This is particularly important for patent applications which include generic claims and species claims or compounds with general formula(s) and specific compounds.  If the species claims or specific compounds are already specifically disclosed and included in the scope of the claims of the original patent application, and a divisional application is filed in consideration of patent strategy, technical licensing, and/or extension of patent term associated with a market approval, it would not be possible to flexibly plan the scope of patent protection for both the original patent application and divisional application due to the limitations imposed by the foregoing regulations.  This is especially true if the subject matter in a divisional application falls within the claimed scope of the approved original patent application.  In fact, there are precedents for rejection of a divisional application because the applicant could not distinguish the subject matter for division from the scope of the allowed claims of the original patent application. Consequently, it is advisable to file a divisional application before a decision is issued allowing the original patent application.

Insofar as this concerns chemical inventions where the original patent application includes compounds with general formula(s) and commercialized specific compounds, it would be advisable to retain the commercialized specific compounds in the original patent application and secure their approval soon in view of the availability for extension of patent term with the maximum time period.  The patent applicant should file a divisional application for compounds with general formula(s) together with other specific compounds.  Such an arrangement would enable the applicant to obtain patent protection under a wider range of circumstances.

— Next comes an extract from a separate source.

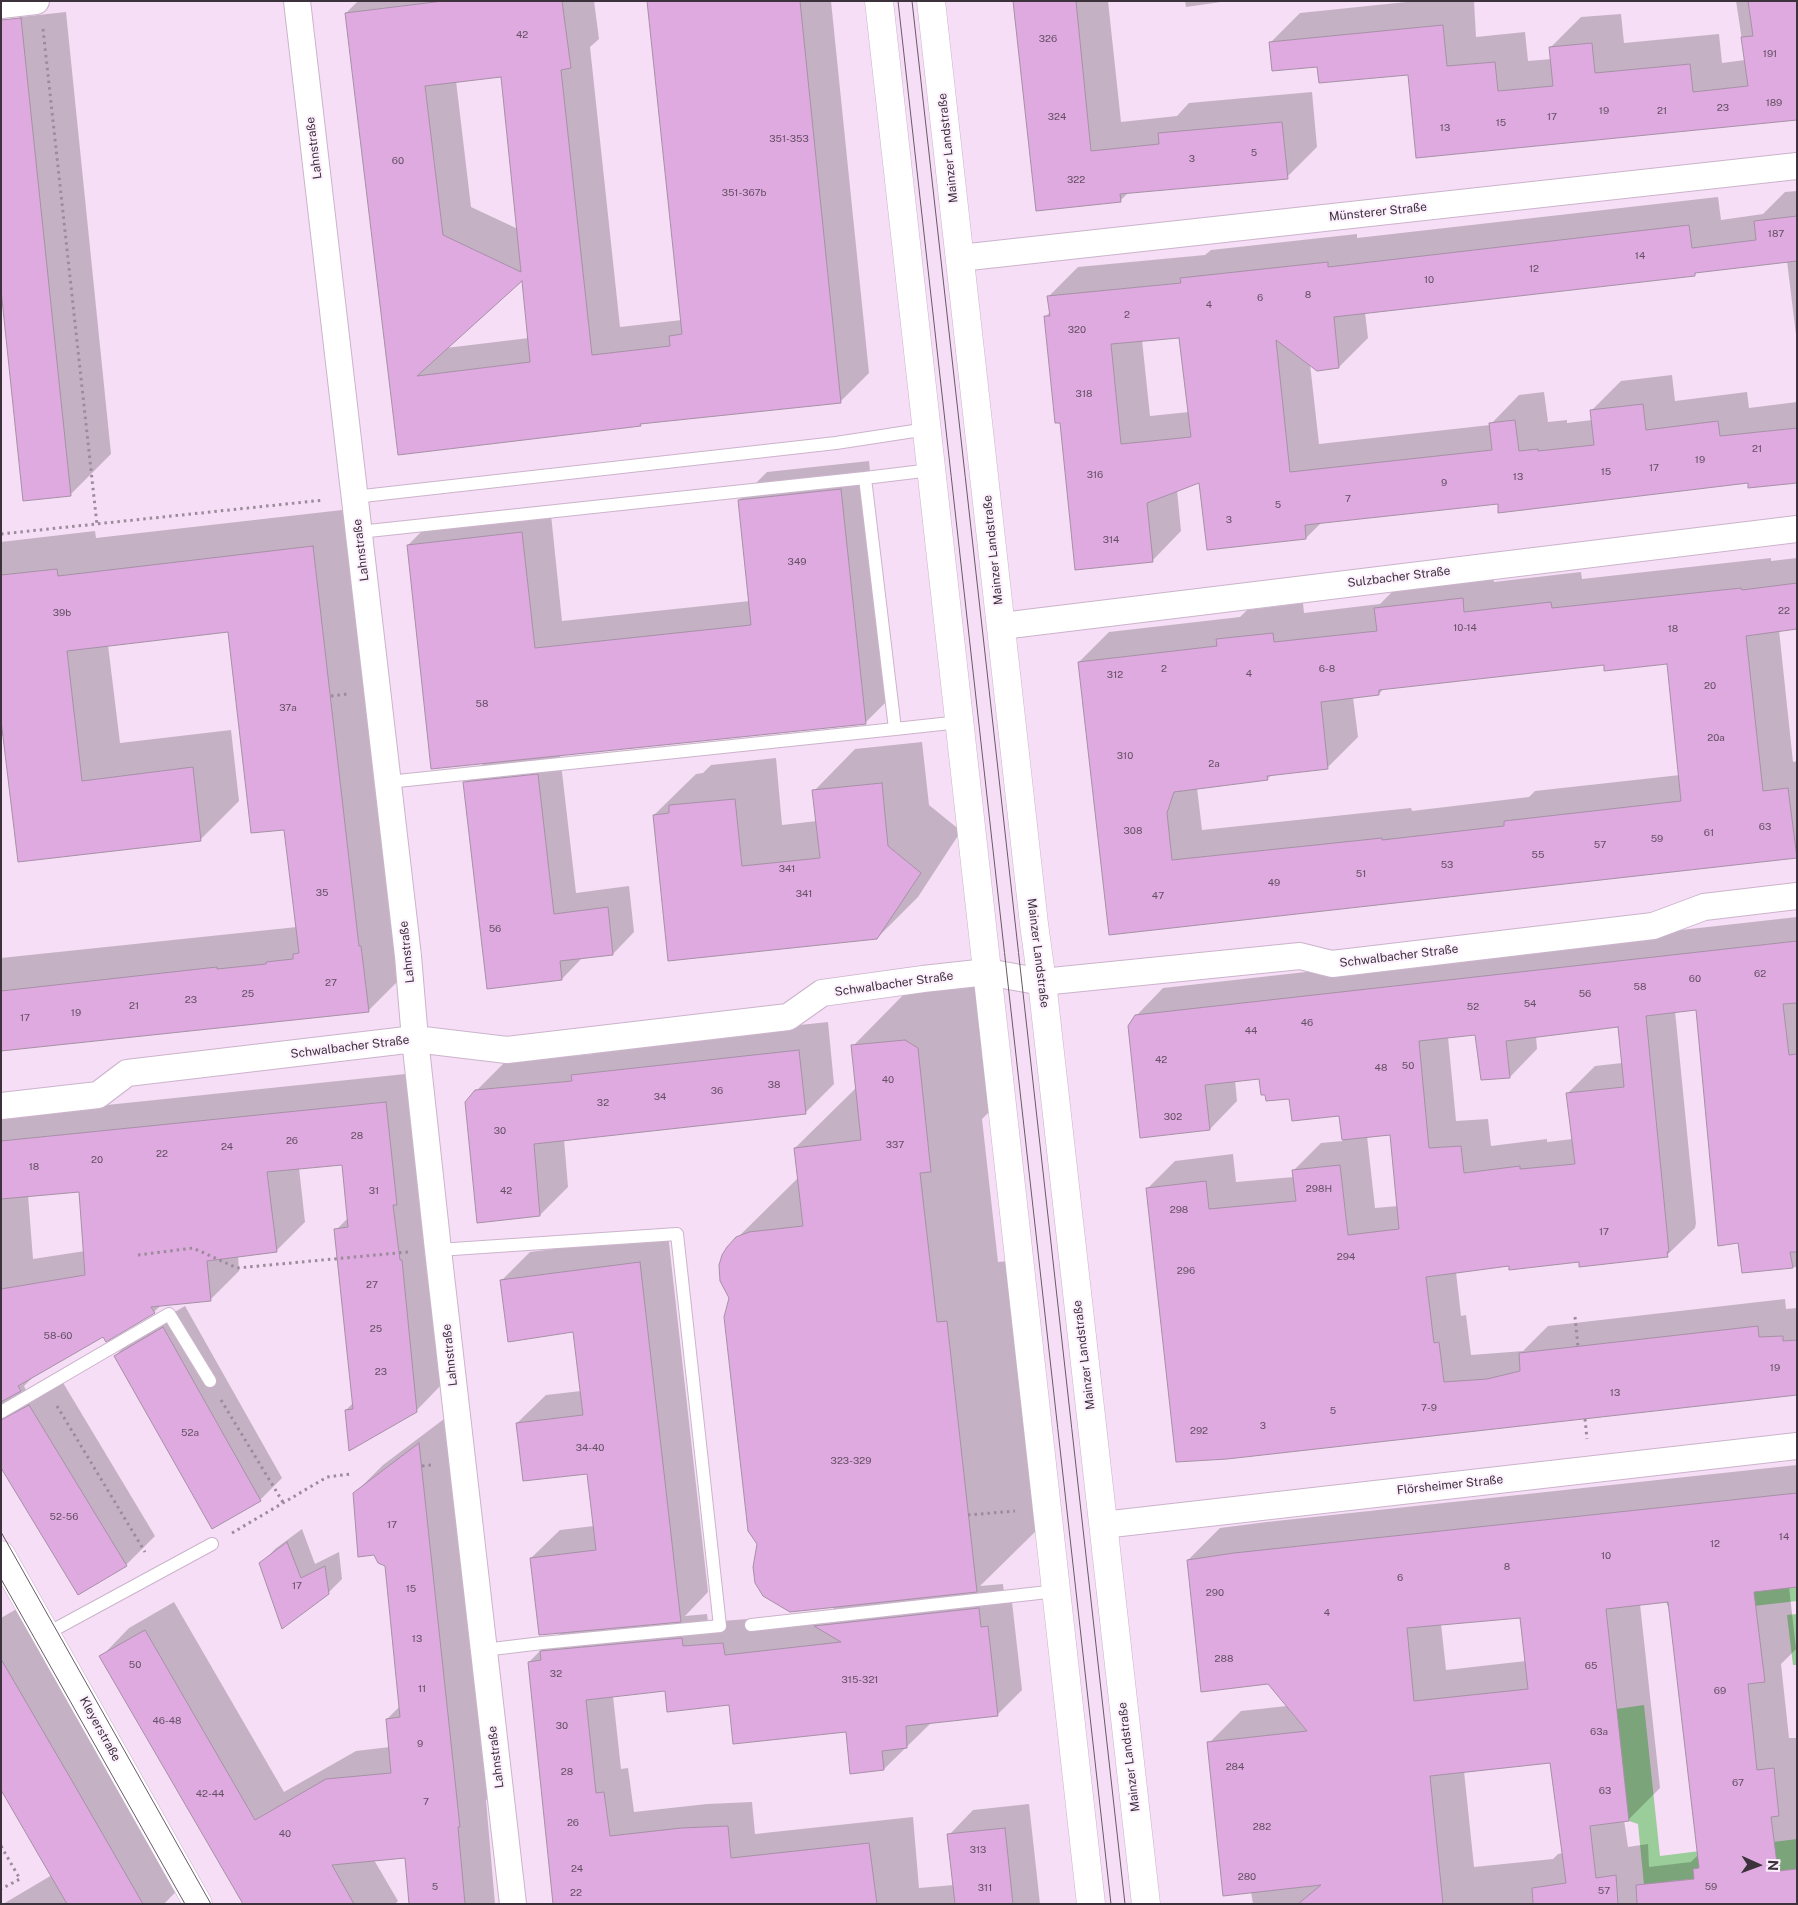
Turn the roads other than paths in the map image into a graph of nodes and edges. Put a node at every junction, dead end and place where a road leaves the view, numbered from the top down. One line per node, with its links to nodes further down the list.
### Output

In Taiwan, a second (or second-generation) divisional application can be filed up to 30 days after receiving a decision allowing the first divisional application, regardless of whether the original patent application is still under examination.

Divisional patent applications can open up more options for patent strategy.  In order to pursue patent protection in a more targeted and comprehensive manner, and to obtain a higher degree of protection, applicants should have a clear understanding of the optimal timeframe for filing a divisional application in addition to the extent of patent protection offered.